Ce guide s’adresse principalement aux PME qui établissent elles-mêmes
leurs comptes.
Pour les dirigeants qui confient cette tâche à des tiers (experts
comptables, CGA…) il est néanmoins important d’en prendre connaissance.
Ces nouvelles règles comptables peuvent en effet avoir des incidences
significatives sur les résultats de leur entreprise.

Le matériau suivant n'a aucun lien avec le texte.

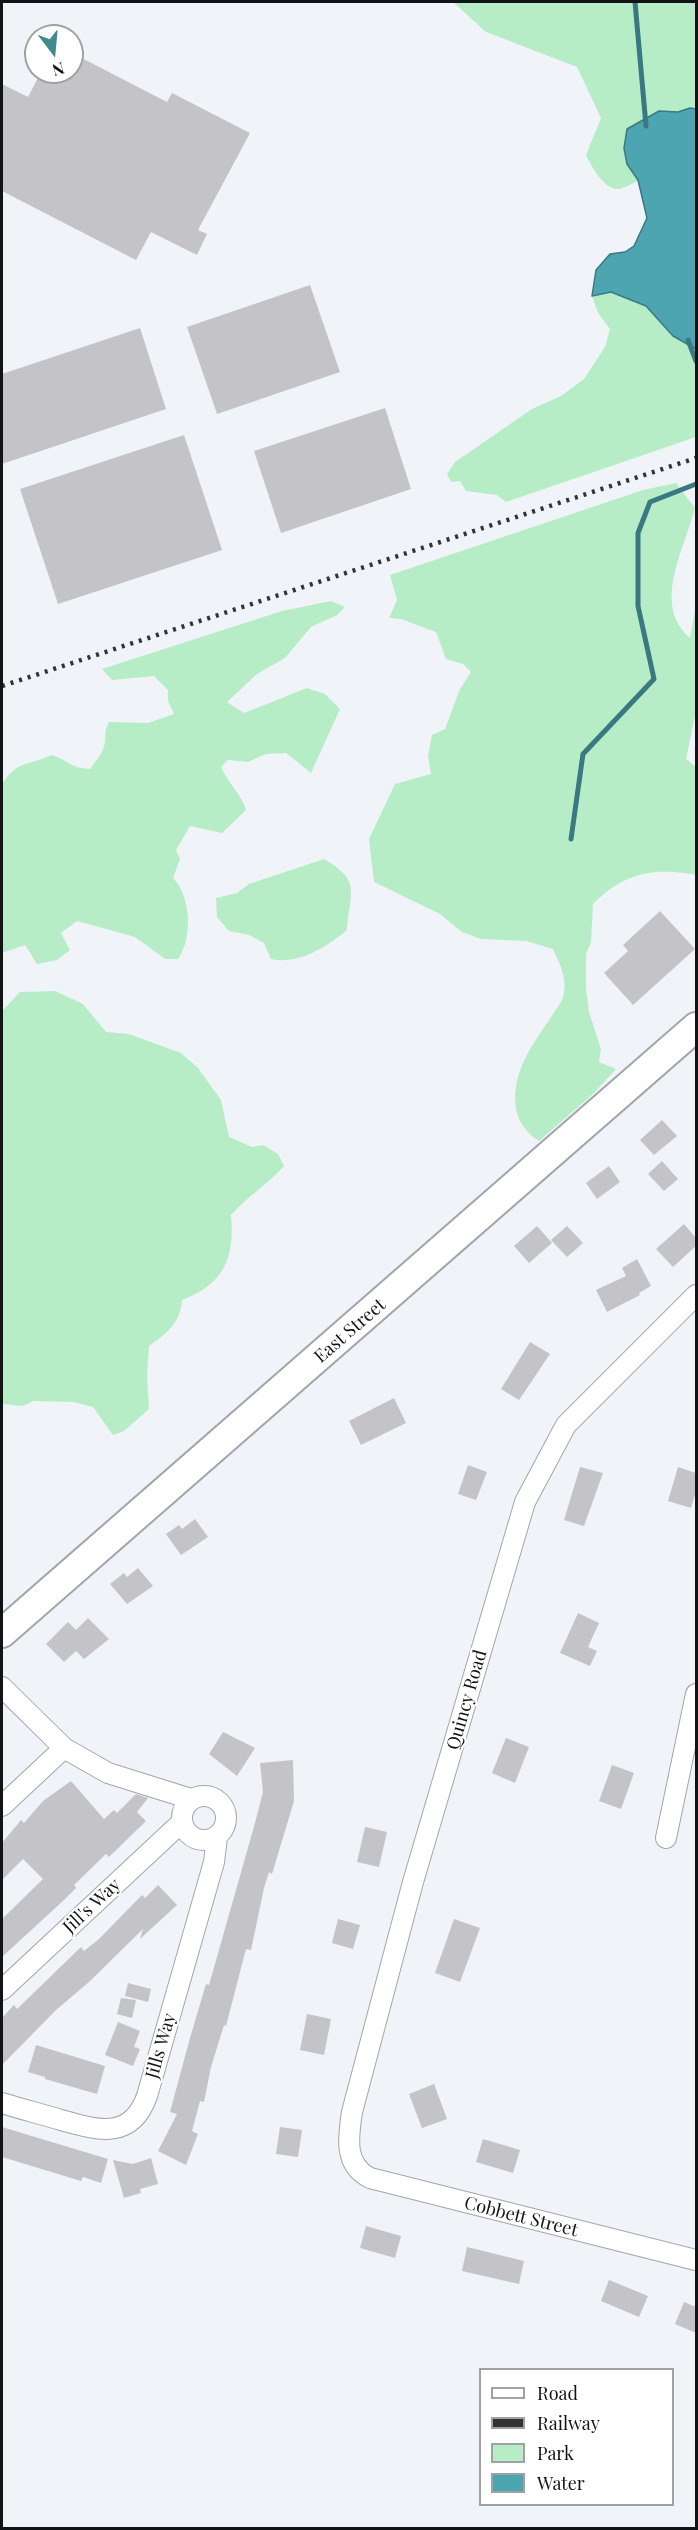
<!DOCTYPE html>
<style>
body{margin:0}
#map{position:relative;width:698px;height:2530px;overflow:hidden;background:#f0f4f8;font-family:"Playfair Display",serif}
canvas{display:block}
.frame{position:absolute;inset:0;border:3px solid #121315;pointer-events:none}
.legend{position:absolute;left:479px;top:2368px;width:195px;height:138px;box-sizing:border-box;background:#fff;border:2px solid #a0a1a1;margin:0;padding:8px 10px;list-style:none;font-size:18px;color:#121315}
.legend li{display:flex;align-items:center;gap:12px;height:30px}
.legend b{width:30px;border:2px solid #a0a1a1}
.north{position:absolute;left:24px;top:24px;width:60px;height:60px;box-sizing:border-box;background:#fff;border:2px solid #a0a1a1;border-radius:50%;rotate:164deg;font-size:16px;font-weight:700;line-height:24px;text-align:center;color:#121315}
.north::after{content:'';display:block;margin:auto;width:21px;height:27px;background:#428990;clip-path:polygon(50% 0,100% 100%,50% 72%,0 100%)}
</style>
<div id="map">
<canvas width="698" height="2530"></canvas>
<div class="frame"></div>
<ul class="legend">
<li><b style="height:8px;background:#fff"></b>Road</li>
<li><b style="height:8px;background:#323335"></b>Railway</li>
<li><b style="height:16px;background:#b6edc7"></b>Park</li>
<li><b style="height:16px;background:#4da5b1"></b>Water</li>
</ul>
<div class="north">N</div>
</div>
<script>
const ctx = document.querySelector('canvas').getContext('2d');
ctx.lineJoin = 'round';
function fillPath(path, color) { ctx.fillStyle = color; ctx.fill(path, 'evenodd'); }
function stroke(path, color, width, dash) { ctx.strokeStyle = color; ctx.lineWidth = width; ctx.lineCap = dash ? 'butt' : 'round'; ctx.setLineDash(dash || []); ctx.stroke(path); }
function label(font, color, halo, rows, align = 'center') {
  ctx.font = font + ' "Playfair Display",serif'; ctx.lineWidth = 4.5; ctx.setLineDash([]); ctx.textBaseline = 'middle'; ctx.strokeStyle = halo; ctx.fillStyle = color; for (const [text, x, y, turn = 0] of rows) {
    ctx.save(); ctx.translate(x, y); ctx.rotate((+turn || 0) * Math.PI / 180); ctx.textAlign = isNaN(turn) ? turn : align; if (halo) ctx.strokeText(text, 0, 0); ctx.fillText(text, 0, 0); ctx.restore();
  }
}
const green = new Path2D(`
 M453,2h243v265l-53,-43 4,-6 -9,-37c-6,2 -13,7 -19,8 -14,2 -28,-23 -33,-34l15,-37 -24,-51 -91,-35z
 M611,292l35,14 26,30 24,13v88l-190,65 -9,-7 -31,-4 -6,-10 -9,1 -4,-8 8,-12 77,-53 29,-13 23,-17 21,-32 5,-18 -12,-16 -6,-17z
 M676,483l19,25c-10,41 -44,96 -5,130l6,-34v107l-10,48 10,8v108c-43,-8 -72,-2 -103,29l-2,38 -5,12v36l3,22 12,37 -2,13 17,7 -22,24 -55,48c-11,-7 -21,-19 -23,-32 -5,-37 16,-63 35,-92 4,-6 10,-14 12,-20 5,-18 -3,-32 -10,-48l-27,-8 -45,-2 -19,-7 -22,-18 -66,-32 -5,-43 26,-55 36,-10 -3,-18 4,-21 13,-6 15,-40 11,-17 -8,-8 -17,-5 -10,-27 -35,-13 -12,-1 8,-18 -7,-25 253,-85z
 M331,601l14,6 -8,8 -26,12 -26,31 -28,16 -30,28 17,11 63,-25 18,6 15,15 -29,64 -25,-20 -20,1 -18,8 -20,-2 -7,7c7,16 21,28 25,43l-24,23 -32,-7 -14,24 4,9 -7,19c18,18 20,60 5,81h-13l-30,-22 -58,-16 -16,12 9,17 -13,10 -20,4 -12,-19 -23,8v-169c16,-24 25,-18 50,-29 17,6 18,13 38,14 6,-8 14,-17 15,-27 1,-9 -1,-11 4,-20l39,1 26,-9 -6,-13v-11l-14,-14 -42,4 -10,-11 180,-58z
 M324,859c38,22 26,33 23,71 -20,17 -49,35 -76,29l-7,-16 -15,-8 -20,-4 -12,-14 -1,-19 21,-5 12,-9z
 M55,991l28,13 23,28 23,2 52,19 17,15 23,32 8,37 23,10 11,-2 15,9 6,12c-16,18 -37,31 -53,49 4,43 -7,69 -49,85 -2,24 -15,33 -33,46l-2,30 2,33 -25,22 -11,4 -20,-28 -19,-5 -41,-1 -10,5 -21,-2v-393l18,-19z`);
const water = new Path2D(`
 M690,108l6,1v240l-23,-13 -27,-30 -35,-14 -19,4 4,-26 14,-16 15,-2 9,-6 13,-28 -9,-38 -11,-16 -3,-16 3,-19 32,-18 19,1z`);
const stream = new Path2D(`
 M635,2l11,124
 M688,340l8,21
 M571,839l12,-85 71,-75 -16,-73v-73l12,-31 46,-18`);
const building = new Path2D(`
 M72,53l95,49 5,-9 78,40 -52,97 9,4 -10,21 -46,-23 -15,28 -134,-69v-107l26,13 13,-25h31z
 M310,285l30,87 -123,42 -30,-87z
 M140,328l26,81 -164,55v-90z
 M385,408l26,81 -130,44 -27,-82z
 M184,435l38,115 -164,54 -38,-115z
 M660,911l35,38 -62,56 -29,-32 24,-22 -5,-6z
 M662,1120l15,16 -23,19 -14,-15z
 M662,1161l16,18 -14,12 -16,-17z
 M609,1166l11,16 -23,17 -11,-16z
 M684,1224l12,14v8l-23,21 -17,-18z
 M537,1226l15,17 -23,20 -15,-17z
 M567,1226l16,17 -16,14 -16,-17z
 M637,1259l14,27 -12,7 1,2 -33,17 -11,-22 30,-14 -4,-8z
 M530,1342l20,12 -31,46 -18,-11z
 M394,1398l12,25 -45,22 -12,-24z
 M468,1465l19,7 -11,28 -18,-6z
 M580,1467l23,6 -19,53 -20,-6z
 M678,1467l18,6v18l-5,17 -23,-7z
 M195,1519l13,18 -27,18 -15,-21 13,-9 3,4z
 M138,1568l15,18 -26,18 -17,-20 14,-11 3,4z
 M578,1613l21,10 -11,24 9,4 -7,15 -30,-13z
 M88,1618l21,21 -25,20 -8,-8 -12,11 -18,-18 22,-22 8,8z
 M223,1732l32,16 -18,28 -28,-22z
 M506,1738l23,9 -14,36 -23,-10z
 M293,1760l1,41 -22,73 -3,-2 -5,16 -13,62 -5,-1 -20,77 -2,-1 -13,42 -7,35 -4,-1 -8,30 6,3 -12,31 -28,-14 19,-37 -7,-2 20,-74 16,-54 3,1 46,-162 8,-31 -3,-29z
 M612,1765l22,8 -13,36 -22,-8z
 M71,1781l33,38 10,-9 3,3 19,-19 12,4 -11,14 9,9 -37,36 -3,-3 -32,31 2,3 -12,12 -62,57v-38l41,-40 -20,-20 -21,21v-37l19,-23 3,3 19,-22z
 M365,1827l22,5 -8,35 -22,-5z
 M158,1885l19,20 -37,34 3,-10 -54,53 -33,28 -54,55v-47l12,-13 3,4 64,-62 3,4 15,-12 43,-44 3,3z
 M338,1919l22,6 -7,24 -21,-6z
 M454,1919l26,9 -20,54 -25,-9z
 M128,1983l23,6 -3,13 -23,-6z
 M121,1998l15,2 -4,18 -15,-4z
 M307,2014l24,5 -7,36 -24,-5z
 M118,2022l22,9 -6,16 6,2 -7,17 -28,-11z
 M36,2045l69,21 -8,28 -52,-15v-2l-17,-5z
 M434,2084l13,35 -25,9 -13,-34z
 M2,2127l106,32 -7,24 -18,-6 -2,4 -79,-24z
 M280,2127l22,3 -4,27 -22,-3z
 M483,2139l37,11 -7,23 -37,-11z
 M151,2158l7,26 -18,5 1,4 -17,5 -11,-38 20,4z
 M366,2226l35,10 -6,22 -35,-10z
 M467,2247l57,14 -5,23 -57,-13z
 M609,2280l39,16 -9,21 -38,-16z
 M684,2302l12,5v26l-21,-9z`);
const minor = new Path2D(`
 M696,1295l-130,130 -41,77 -112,380 -61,230c-4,26 -8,53 18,66l326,82
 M2,1687l62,61 44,25 83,26
 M182 1818a22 22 0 1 1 44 0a22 22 0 1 1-44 0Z
 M2,1806l62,-58
 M666,1838l30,-144
 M2,1990l180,-168
 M2,2103c19,6 39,11 59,17 36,10 70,21 86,-24l67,-234 3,-25`);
const secondary = new Path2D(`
 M2,1633l694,-606`);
const rail = new Path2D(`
 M2,686l694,-228`);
const streetNames = [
 ["East Street",350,1331,-41],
 ["Quincy Road",467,1700,-74],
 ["Jill's Way",92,1906,-43],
 ["Jills Way",161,2046,-74],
 ["Cobbett Street",521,2217,14]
];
fillPath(green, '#b6edc7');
fillPath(water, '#4da5b1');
stroke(water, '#3b7982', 1.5);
stroke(stream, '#3b7982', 5);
fillPath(building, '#c4c3c7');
stroke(minor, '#a2a5a9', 22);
stroke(secondary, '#a2a5a9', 32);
stroke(minor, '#fff', 20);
stroke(secondary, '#fff', 28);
stroke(rail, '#323335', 4.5, [3, 6]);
label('18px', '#121315', '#fff', streetNames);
</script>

Les nouvelles règles comptables françaises sur les actifs amortissables
reprennent largement les principes des normes comptables internationales
(IFRS). Cette convergence se traduit par des modifications profondes
pour les amortissements avec l’obligation d’appliquer les durées réelles
d’utilisation au lieu des durées d’usage couramment retenues jusqu’à
présent et l’introduction de la notion de composants.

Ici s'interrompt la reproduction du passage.